Let me give you the scary news.

“A person like me” is now as credible as an academic expert and nearly twice as credible as a CEO or a government official.

In other words, the general public trust information from people who most resemble them.

Let me give you the scarier news. This isn’t a phase. This is the new reality.

The public’s starting position is one of scepticism around motives. Scandals like MPs expenses, corruption in sport, the malfeasance that prompted the financial crisis, sexual abuse scandals like Jimmy Savile, have all had a corrosive and profound effect on the public consciousness.

These scandals, and a sense that companies are too driven by profit not purpose, forced us to where we are today.

Part of the problem is language; a desire to shun complexity and intellectualism, because it’s easier to deliver simple concepts and soundbites that pander to public pre-conceptions (let’s, take back control!).

And, frankly, we [the opinion formers in London] are the problem. We have lost touch with the public. We have walled ourselves off from the real world. So what can we, do about it?

Well, of course, firstly, I would be repeating the mistake of trying to simplify to give an easy answer. It isn’t simple. But let me put three ideas out there.

1. We need better leaders who have the courage of their convictions and prepared to take on the contrarians. Easier said than done, but we need more people like you to engage, argue, persuade. Not hide. And stop blaming the media – it’s too easy!

2. We need to replace the madness of the mob with the wisdom of the village.

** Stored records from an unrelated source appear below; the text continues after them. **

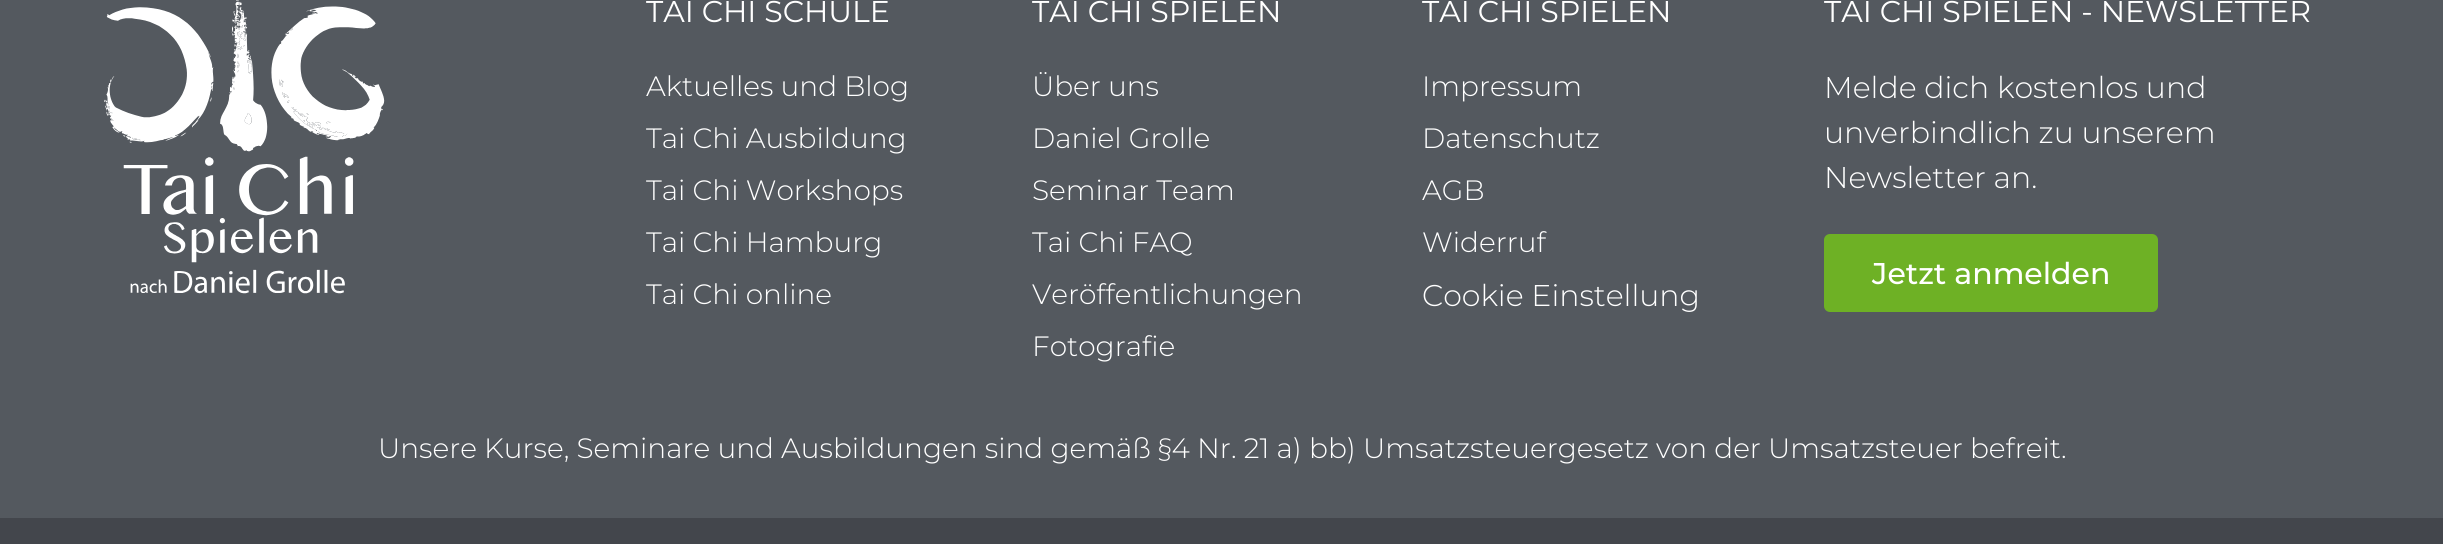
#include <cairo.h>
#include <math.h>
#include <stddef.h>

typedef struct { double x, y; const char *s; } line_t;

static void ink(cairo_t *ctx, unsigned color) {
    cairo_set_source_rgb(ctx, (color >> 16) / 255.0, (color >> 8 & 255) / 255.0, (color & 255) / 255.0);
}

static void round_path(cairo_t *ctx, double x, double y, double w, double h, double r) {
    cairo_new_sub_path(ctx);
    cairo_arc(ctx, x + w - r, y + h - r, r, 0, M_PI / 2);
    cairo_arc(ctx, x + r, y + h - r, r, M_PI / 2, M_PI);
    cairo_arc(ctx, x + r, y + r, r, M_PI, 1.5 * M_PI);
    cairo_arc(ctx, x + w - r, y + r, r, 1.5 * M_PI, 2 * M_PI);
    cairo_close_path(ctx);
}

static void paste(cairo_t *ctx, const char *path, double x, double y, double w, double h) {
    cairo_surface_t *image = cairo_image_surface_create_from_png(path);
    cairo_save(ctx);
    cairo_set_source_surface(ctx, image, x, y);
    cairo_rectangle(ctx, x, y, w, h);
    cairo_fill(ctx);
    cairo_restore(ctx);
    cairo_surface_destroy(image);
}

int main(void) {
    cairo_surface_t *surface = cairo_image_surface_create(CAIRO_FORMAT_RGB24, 2443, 544);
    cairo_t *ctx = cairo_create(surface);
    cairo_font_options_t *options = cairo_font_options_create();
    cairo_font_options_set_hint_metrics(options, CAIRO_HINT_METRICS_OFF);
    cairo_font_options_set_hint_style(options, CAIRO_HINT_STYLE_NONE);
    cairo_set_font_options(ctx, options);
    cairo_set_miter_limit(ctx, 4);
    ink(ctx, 0x54595F);
    cairo_paint(ctx);
    paste(ctx, "media/1.png", 104, 0, 281, 294);
    cairo_select_font_face(ctx, "Montserrat", CAIRO_FONT_SLANT_NORMAL, CAIRO_FONT_WEIGHT_NORMAL);
    cairo_set_font_size(ctx, 30);
    ink(ctx, 0xFFFFFF);
    cairo_move_to(ctx, 646, 22);
    cairo_show_text(ctx, "TAI CHI SCHULE");
    cairo_select_font_face(ctx, "Montserrat Light", CAIRO_FONT_SLANT_NORMAL, CAIRO_FONT_WEIGHT_NORMAL);
    cairo_set_font_size(ctx, 28);
    {
        static const line_t items[] = {
            {646, 96, "Aktuelles und Blog"},
            {646, 148, "Tai Chi Ausbildung"},
            {646, 200, "Tai Chi Workshops"},
            {646, 252, "Tai Chi Hamburg"},
            {646, 304, "Tai Chi online"},
        };
        for (size_t i = 0; i < sizeof items / sizeof *items; i++) {
            cairo_move_to(ctx, items[i].x, items[i].y);
            cairo_show_text(ctx, items[i].s);
        }
    }
    cairo_select_font_face(ctx, "Montserrat", CAIRO_FONT_SLANT_NORMAL, CAIRO_FONT_WEIGHT_NORMAL);
    cairo_set_font_size(ctx, 30);
    cairo_move_to(ctx, 1032, 22);
    cairo_show_text(ctx, "TAI CHI SPIELEN");
    cairo_select_font_face(ctx, "Montserrat Light", CAIRO_FONT_SLANT_NORMAL, CAIRO_FONT_WEIGHT_NORMAL);
    cairo_set_font_size(ctx, 28);
    {
        static const line_t items[] = {
            {1032, 96, "Über uns"},
            {1032, 148, "Daniel Grolle"},
            {1032, 200, "Seminar Team"},
            {1032, 252, "Tai Chi FAQ"},
            {1032, 304, "Veröffentlichungen"},
            {1032, 356, "Fotografie"},
        };
        for (size_t i = 0; i < sizeof items / sizeof *items; i++) {
            cairo_move_to(ctx, items[i].x, items[i].y);
            cairo_show_text(ctx, items[i].s);
        }
    }
    cairo_select_font_face(ctx, "Montserrat", CAIRO_FONT_SLANT_NORMAL, CAIRO_FONT_WEIGHT_NORMAL);
    cairo_set_font_size(ctx, 30);
    cairo_move_to(ctx, 1422, 22);
    cairo_show_text(ctx, "TAI CHI SPIELEN");
    cairo_select_font_face(ctx, "Montserrat Light", CAIRO_FONT_SLANT_NORMAL, CAIRO_FONT_WEIGHT_NORMAL);
    cairo_set_font_size(ctx, 28);
    {
        static const line_t items[] = {
            {1422, 96, "Impressum"},
            {1422, 148, "Datenschutz"},
            {1422, 200, "AGB"},
            {1422, 252, "Widerruf"},
        };
        for (size_t i = 0; i < sizeof items / sizeof *items; i++) {
            cairo_move_to(ctx, items[i].x, items[i].y);
            cairo_show_text(ctx, items[i].s);
        }
    }
    cairo_set_font_size(ctx, 30);
    cairo_move_to(ctx, 1422, 306);
    cairo_show_text(ctx, "Cookie Einstellung");
    cairo_select_font_face(ctx, "Montserrat", CAIRO_FONT_SLANT_NORMAL, CAIRO_FONT_WEIGHT_NORMAL);
    cairo_move_to(ctx, 1824, 22);
    cairo_show_text(ctx, "TAI CHI SPIELEN - NEWSLETTER");
    cairo_select_font_face(ctx, "Montserrat Light", CAIRO_FONT_SLANT_NORMAL, CAIRO_FONT_WEIGHT_NORMAL);
    {
        static const line_t items[] = {
            {1824, 98, "Melde dich kostenlos und"},
            {1824, 143, "unverbindlich zu unserem"},
            {1824, 188, "Newsletter an."},
        };
        for (size_t i = 0; i < sizeof items / sizeof *items; i++) {
            cairo_move_to(ctx, items[i].x, items[i].y);
            cairo_show_text(ctx, items[i].s);
        }
    }
    ink(ctx, 0x6EB125);
    round_path(ctx, 1824, 234, 334, 78, 6);
    cairo_fill(ctx);
    cairo_select_font_face(ctx, "Montserrat Medium", CAIRO_FONT_SLANT_NORMAL, CAIRO_FONT_WEIGHT_NORMAL);
    ink(ctx, 0xFFFFFF);
    cairo_move_to(ctx, 1872, 284);
    cairo_show_text(ctx, "Jetzt anmelden");
    cairo_select_font_face(ctx, "Montserrat Light", CAIRO_FONT_SLANT_NORMAL, CAIRO_FONT_WEIGHT_NORMAL);
    cairo_set_font_size(ctx, 28);
    cairo_move_to(ctx, 378, 458);
    cairo_show_text(ctx, "Unsere Kurse, Seminare und Ausbildungen sind gemäß §4 Nr. 21 a) bb) Umsatzsteuergesetz von der Umsatzsteuer befreit.");
    ink(ctx, 0x43464C);
    cairo_rectangle(ctx, 0, 518, 2443, 26);
    cairo_fill(ctx);
    cairo_surface_write_to_png(surface, "image.png");
    cairo_font_options_destroy(options);
    cairo_destroy(ctx);
    cairo_surface_destroy(surface);
    return 0;
}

It requires people to continue to speak in public and show courage in having what we might call “un-populist” opinions. It is the opposite of those who have populist opinions and show no fear in expressing them. It’s Huxley-ism, or in modern day parlance, the alt-Correct.

3. Longer term (but only a bit longer) we need to focus on education. We need to teach children how to think, how to challenge populism and resist the easy answer. It is in our schools that we will create a new generation who reject the lure of the echo chambers.

And if we don’t do any of these things? We get more Michael Goves, more Andrew Wakefields, we get President Trump. Rational debate is hi-jacked and progress stalls. We really do wake up in the broadband powered dark ages.